In een andere gebedszaal slapen de vrouwen en kinderen. Ook daar liggen er allemaal matrassen op de grond. Veel spullen hebben de mensen niet. De meesten moesten in haast vertrekken terwijl Israëlische militairen hen onder schot hielden.
Goula Othman is een oudere vrouw die met haar gezin in de moskee verblijft. Ook haar ouders kwamen uit dorpen die liggen in wat nu Israël is: “Het gebeurde allemaal zo plots. We moesten ineens weg en alles achterlaten. Mijn ouders moesten vluchten en nu worden wij ook uit onze huizen gezet.”
Verwoest
Ze mocht onlangs van het Israëlische leger kort terug naar huis om haar papieren op te halen. Bij aankomst zag ze dat binnen alles was verwoest. “De keuken, de bedden; alles was kapot.” Ook Srouji schok van de verwoesting: “Niets is gespaard gebleven, de verwoesting is zo enorm. Echt niet te geloven.”

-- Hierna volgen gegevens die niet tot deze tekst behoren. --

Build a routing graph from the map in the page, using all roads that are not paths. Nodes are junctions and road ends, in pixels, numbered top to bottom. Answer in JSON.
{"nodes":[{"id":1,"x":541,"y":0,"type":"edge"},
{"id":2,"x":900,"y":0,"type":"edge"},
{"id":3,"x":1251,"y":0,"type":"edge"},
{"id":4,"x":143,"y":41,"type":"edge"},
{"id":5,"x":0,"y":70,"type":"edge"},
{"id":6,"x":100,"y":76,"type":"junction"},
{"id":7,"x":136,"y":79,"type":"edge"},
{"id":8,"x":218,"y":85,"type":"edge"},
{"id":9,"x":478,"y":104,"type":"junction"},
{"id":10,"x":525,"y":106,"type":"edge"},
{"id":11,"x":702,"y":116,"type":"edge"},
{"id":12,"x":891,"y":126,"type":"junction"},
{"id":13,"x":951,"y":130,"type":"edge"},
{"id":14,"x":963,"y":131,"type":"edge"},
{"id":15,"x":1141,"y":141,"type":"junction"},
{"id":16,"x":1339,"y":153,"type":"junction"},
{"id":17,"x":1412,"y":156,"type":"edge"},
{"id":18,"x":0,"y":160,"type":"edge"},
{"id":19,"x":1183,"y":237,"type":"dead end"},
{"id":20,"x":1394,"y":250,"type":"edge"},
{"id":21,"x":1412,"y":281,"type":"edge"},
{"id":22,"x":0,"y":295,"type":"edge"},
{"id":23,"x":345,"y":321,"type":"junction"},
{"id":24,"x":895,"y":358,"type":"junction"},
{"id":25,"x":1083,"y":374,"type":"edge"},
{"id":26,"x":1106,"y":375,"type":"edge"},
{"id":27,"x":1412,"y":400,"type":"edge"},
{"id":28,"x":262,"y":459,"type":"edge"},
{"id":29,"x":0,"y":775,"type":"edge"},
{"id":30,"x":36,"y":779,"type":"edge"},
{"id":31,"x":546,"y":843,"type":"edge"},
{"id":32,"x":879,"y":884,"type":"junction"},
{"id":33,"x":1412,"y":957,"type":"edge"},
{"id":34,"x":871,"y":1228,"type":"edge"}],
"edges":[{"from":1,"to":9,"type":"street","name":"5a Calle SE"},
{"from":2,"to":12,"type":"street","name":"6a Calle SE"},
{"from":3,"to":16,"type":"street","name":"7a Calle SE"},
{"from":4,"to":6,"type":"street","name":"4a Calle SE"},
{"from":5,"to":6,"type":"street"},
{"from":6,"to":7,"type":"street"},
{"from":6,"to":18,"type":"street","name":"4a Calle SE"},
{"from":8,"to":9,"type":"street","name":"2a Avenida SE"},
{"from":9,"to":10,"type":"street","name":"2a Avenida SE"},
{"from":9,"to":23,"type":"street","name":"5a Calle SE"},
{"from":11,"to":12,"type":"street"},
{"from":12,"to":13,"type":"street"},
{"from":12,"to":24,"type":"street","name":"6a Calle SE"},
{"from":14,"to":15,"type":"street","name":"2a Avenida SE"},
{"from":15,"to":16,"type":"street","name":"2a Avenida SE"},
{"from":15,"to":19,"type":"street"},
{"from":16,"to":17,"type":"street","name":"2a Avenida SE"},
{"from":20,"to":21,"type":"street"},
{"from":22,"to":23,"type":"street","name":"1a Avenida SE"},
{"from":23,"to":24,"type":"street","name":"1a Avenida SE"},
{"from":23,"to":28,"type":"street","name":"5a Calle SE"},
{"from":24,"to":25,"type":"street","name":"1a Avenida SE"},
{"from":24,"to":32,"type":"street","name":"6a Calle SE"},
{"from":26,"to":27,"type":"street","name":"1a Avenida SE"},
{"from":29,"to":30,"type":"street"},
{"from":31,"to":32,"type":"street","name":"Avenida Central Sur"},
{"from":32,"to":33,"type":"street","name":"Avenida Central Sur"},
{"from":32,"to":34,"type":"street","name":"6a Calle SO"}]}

Toch hoopt men dat het niet zo loopt als bij de Nakba, dat zij wel ooit nog terug naar hun huis mogen: “In je huis is alles, je herinneringen, je leven. Er gaat niets boven je eigen huis dus ik hoop zo dat we terug mogen. Ook al is het vernield, het maakt me niet uit. Desnoods zetten we er een tent op, maar ik wil terug”, zegt Othman.
Maar het is de vraag of en wanneer dat weer kan. Want de Israëlische minister van Defensie heeft al laten weten dat het leger dit jaar niet meer uit de vluchtelingenkampen zal vertrekken. En tot die tijd mogen de inwoners sowieso niet terug naar huis.